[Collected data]

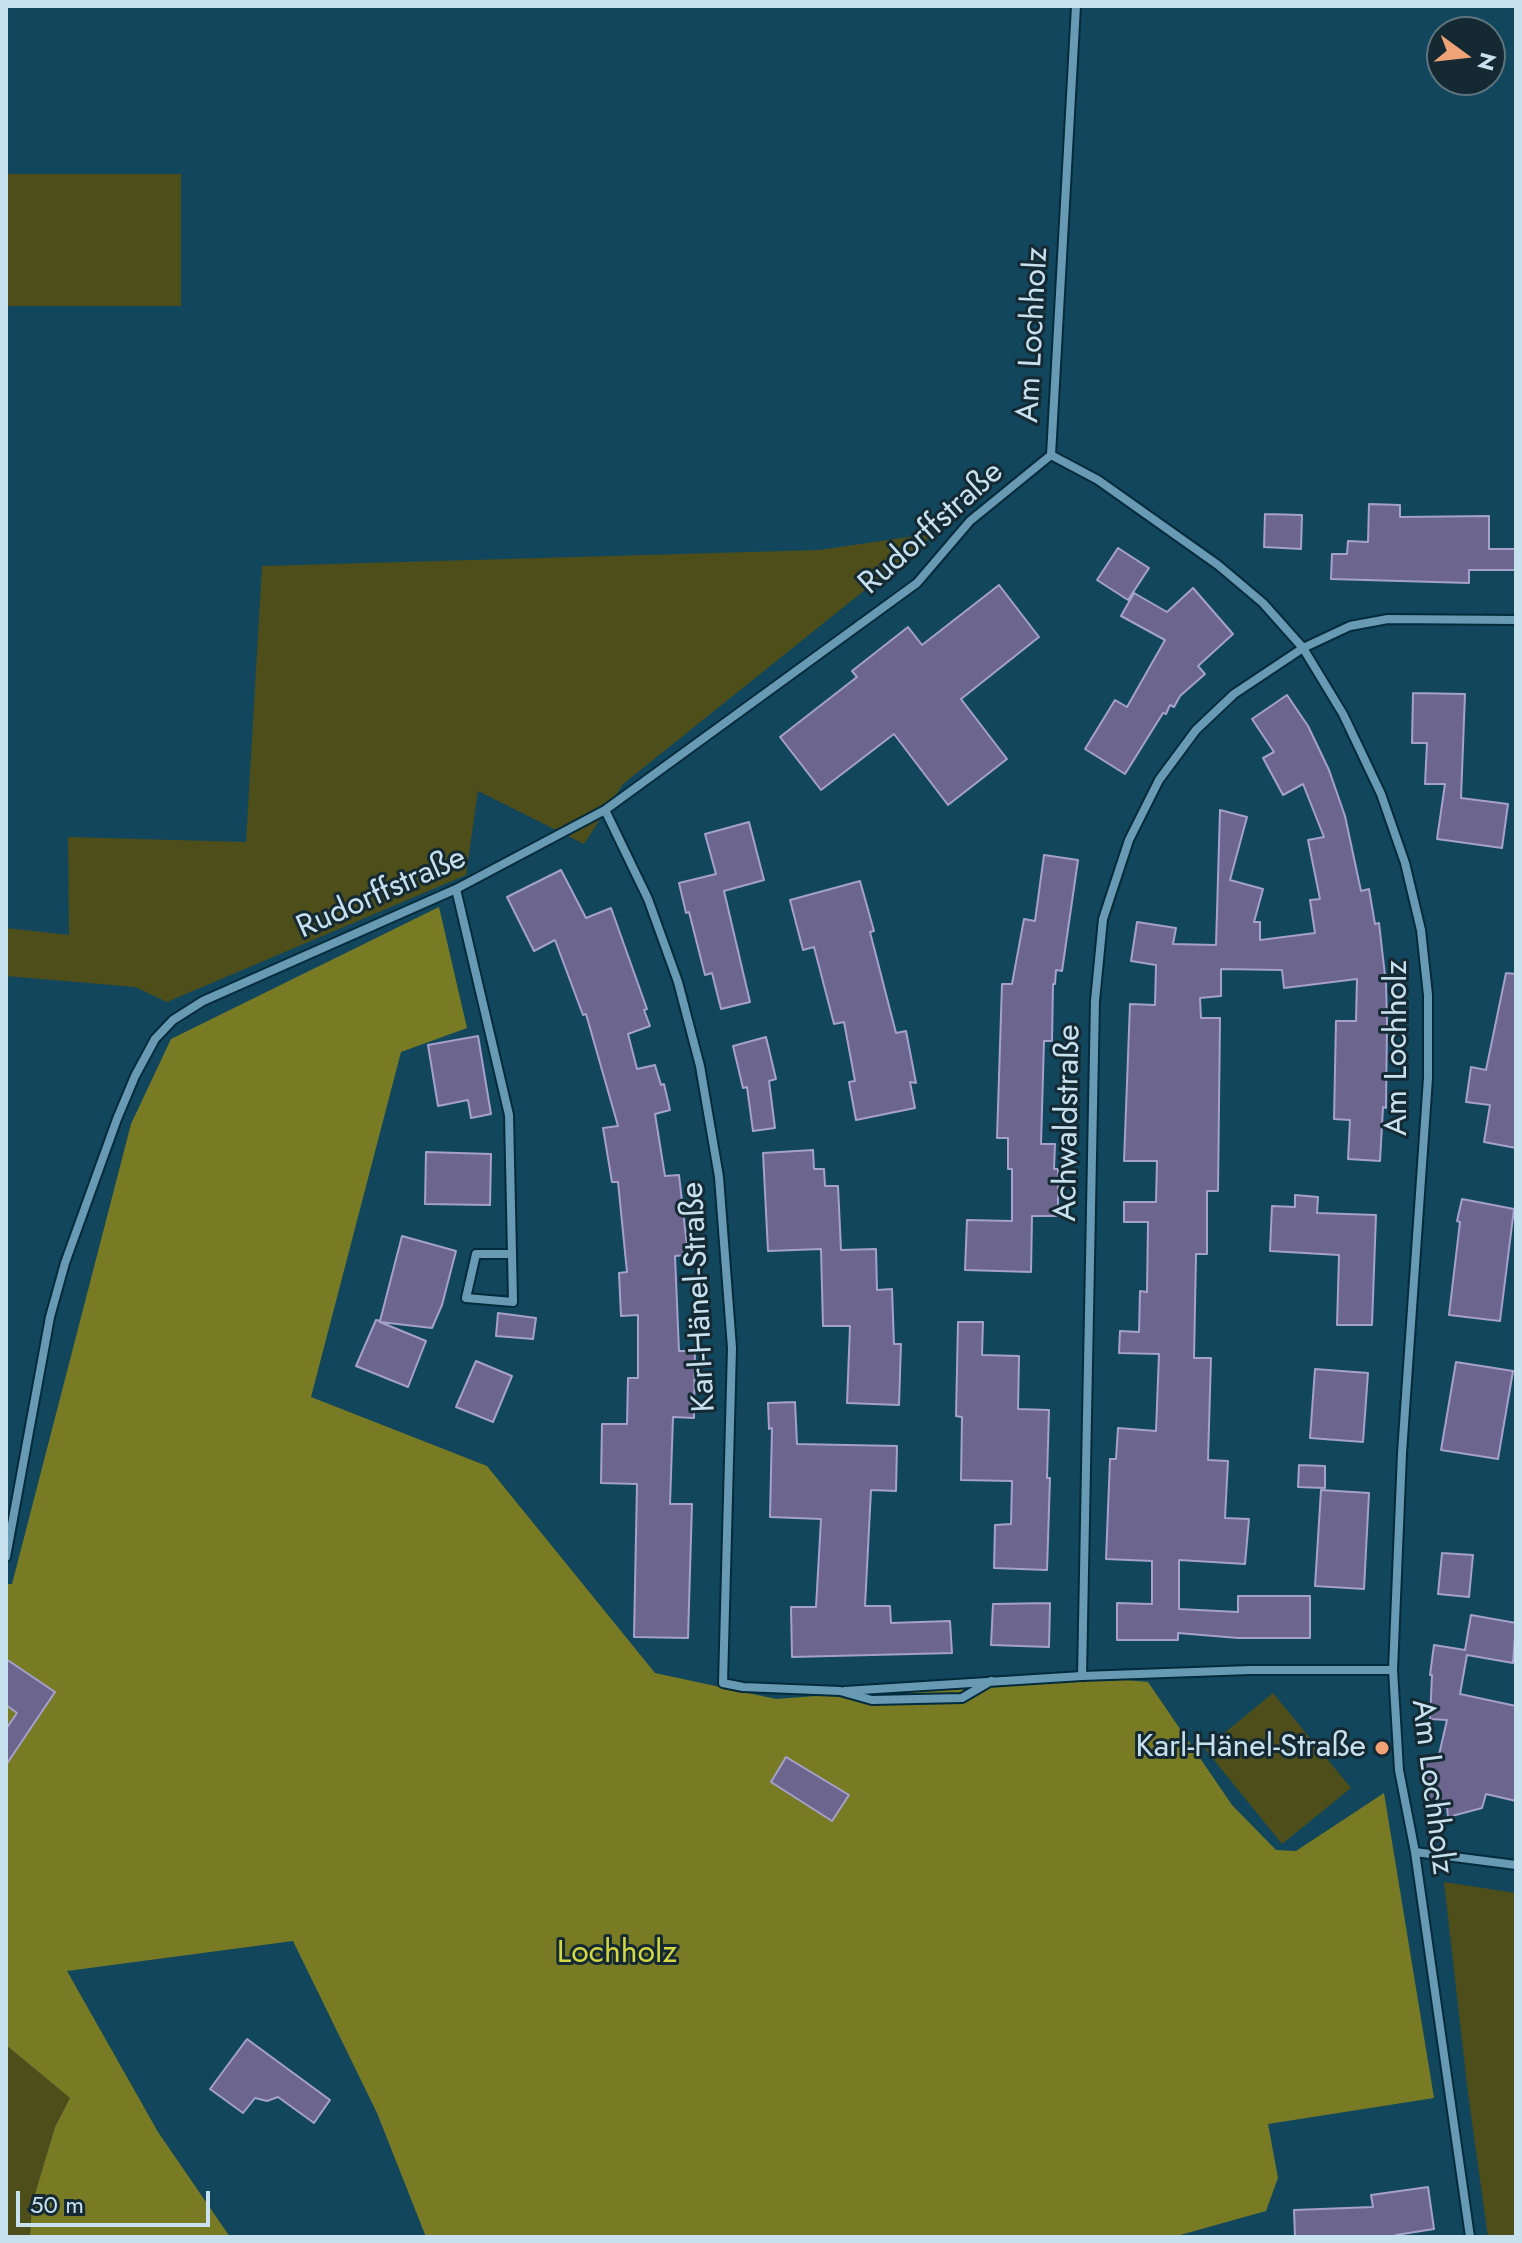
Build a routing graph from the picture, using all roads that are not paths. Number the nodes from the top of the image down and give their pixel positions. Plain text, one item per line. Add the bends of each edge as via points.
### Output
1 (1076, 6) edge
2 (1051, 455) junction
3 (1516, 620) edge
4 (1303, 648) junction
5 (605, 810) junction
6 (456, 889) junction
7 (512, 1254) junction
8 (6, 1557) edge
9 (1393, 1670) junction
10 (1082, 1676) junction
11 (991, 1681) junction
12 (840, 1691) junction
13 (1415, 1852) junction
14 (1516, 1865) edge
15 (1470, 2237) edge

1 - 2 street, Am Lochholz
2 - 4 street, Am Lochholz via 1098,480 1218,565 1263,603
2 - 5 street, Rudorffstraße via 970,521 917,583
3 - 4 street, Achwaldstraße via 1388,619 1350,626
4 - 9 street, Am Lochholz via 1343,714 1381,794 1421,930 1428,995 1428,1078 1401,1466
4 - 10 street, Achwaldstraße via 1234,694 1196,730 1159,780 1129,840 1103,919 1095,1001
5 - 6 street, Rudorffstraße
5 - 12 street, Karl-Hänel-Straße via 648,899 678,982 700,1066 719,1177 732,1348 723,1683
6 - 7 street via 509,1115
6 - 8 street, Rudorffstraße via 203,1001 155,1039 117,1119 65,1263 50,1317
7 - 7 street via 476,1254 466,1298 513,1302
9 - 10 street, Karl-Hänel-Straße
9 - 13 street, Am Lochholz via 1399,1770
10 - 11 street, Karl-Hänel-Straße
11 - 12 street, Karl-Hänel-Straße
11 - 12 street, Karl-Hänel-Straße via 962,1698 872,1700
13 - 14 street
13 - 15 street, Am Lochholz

[Activity]:
Without the pictures, restate all of the entries above verbatim.

[Answer to the problem]:
Build a routing graph from the picture, using all roads that are not paths. Number the nodes from the top of the image down and give their pixel positions. Plain text, one item per line. Add the bends of each edge as via points.
### Output
1 (1076, 6) edge
2 (1051, 455) junction
3 (1516, 620) edge
4 (1303, 648) junction
5 (605, 810) junction
6 (456, 889) junction
7 (512, 1254) junction
8 (6, 1557) edge
9 (1393, 1670) junction
10 (1082, 1676) junction
11 (991, 1681) junction
12 (840, 1691) junction
13 (1415, 1852) junction
14 (1516, 1865) edge
15 (1470, 2237) edge

1 - 2 street, Am Lochholz
2 - 4 street, Am Lochholz via 1098,480 1218,565 1263,603
2 - 5 street, Rudorffstraße via 970,521 917,583
3 - 4 street, Achwaldstraße via 1388,619 1350,626
4 - 9 street, Am Lochholz via 1343,714 1381,794 1421,930 1428,995 1428,1078 1401,1466
4 - 10 street, Achwaldstraße via 1234,694 1196,730 1159,780 1129,840 1103,919 1095,1001
5 - 6 street, Rudorffstraße
5 - 12 street, Karl-Hänel-Straße via 648,899 678,982 700,1066 719,1177 732,1348 723,1683
6 - 7 street via 509,1115
6 - 8 street, Rudorffstraße via 203,1001 155,1039 117,1119 65,1263 50,1317
7 - 7 street via 476,1254 466,1298 513,1302
9 - 10 street, Karl-Hänel-Straße
9 - 13 street, Am Lochholz via 1399,1770
10 - 11 street, Karl-Hänel-Straße
11 - 12 street, Karl-Hänel-Straße
11 - 12 street, Karl-Hänel-Straße via 962,1698 872,1700
13 - 14 street
13 - 15 street, Am Lochholz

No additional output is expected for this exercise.